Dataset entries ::
Segment Open

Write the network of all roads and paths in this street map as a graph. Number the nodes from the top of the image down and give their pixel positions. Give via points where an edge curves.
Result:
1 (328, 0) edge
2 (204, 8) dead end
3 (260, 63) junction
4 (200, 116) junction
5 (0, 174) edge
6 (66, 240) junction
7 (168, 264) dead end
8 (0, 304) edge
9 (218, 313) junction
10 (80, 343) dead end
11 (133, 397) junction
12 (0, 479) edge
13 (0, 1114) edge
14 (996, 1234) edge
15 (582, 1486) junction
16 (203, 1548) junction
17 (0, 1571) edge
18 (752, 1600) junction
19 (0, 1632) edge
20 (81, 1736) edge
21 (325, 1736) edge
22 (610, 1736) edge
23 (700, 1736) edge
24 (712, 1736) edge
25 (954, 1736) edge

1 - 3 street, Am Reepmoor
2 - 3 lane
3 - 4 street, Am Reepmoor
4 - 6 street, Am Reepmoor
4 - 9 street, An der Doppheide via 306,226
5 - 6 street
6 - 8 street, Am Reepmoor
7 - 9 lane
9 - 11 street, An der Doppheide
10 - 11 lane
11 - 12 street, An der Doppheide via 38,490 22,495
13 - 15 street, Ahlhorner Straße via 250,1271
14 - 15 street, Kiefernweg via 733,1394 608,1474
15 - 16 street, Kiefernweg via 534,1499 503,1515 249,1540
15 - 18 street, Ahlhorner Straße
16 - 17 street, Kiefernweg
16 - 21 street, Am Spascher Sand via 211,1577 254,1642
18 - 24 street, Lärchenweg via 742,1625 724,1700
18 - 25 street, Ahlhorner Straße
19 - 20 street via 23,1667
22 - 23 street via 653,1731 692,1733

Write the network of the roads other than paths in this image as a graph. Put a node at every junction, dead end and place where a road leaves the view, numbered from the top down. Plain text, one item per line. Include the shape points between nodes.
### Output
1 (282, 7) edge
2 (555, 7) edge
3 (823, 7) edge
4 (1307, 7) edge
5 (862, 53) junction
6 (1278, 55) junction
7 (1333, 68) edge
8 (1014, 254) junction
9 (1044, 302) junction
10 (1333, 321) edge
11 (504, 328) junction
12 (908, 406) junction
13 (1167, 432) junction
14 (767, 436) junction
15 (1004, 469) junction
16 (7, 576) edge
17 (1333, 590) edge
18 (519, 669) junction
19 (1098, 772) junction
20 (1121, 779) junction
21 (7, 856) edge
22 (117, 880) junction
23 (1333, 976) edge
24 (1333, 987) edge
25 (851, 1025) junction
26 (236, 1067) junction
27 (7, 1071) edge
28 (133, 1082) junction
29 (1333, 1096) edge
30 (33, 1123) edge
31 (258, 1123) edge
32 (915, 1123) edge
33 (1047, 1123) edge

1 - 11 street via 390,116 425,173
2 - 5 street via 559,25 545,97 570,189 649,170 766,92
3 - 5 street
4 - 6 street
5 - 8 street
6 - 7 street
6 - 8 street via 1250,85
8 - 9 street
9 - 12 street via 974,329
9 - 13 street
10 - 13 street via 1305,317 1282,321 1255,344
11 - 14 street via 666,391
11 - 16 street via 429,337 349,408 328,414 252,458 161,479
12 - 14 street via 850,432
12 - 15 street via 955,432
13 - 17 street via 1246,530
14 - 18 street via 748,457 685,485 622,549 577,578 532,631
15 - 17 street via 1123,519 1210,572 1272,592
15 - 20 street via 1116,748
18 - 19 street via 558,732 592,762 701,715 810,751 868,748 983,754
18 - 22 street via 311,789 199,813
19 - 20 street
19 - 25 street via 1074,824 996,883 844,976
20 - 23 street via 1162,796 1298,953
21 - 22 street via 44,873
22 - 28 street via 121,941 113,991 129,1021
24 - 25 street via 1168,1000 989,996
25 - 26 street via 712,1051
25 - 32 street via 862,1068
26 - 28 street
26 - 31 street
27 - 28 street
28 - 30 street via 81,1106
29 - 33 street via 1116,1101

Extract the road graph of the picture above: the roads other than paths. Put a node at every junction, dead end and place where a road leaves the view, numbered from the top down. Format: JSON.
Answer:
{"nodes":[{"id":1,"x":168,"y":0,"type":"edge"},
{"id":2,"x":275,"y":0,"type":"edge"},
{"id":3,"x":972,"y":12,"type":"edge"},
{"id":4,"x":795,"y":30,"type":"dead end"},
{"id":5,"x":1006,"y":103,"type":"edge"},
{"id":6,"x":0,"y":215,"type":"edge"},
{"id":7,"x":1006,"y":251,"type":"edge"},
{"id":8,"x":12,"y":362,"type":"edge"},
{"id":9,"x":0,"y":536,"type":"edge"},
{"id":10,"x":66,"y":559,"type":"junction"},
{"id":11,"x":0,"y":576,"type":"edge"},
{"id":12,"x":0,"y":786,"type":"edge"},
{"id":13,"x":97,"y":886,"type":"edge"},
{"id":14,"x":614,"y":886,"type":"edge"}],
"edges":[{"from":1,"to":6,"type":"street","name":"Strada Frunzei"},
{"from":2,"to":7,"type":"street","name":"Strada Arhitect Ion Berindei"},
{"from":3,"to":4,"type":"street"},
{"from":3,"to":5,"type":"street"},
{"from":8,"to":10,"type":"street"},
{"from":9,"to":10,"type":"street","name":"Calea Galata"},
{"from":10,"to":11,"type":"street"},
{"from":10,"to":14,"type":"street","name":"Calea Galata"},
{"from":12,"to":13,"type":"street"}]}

Segment Closed

Go through the entries above and copy each line holding the string "Straße".

Response for this exercise ::
13 - 15 street, Ahlhorner Straße via 250,1271
15 - 18 street, Ahlhorner Straße
18 - 25 street, Ahlhorner Straße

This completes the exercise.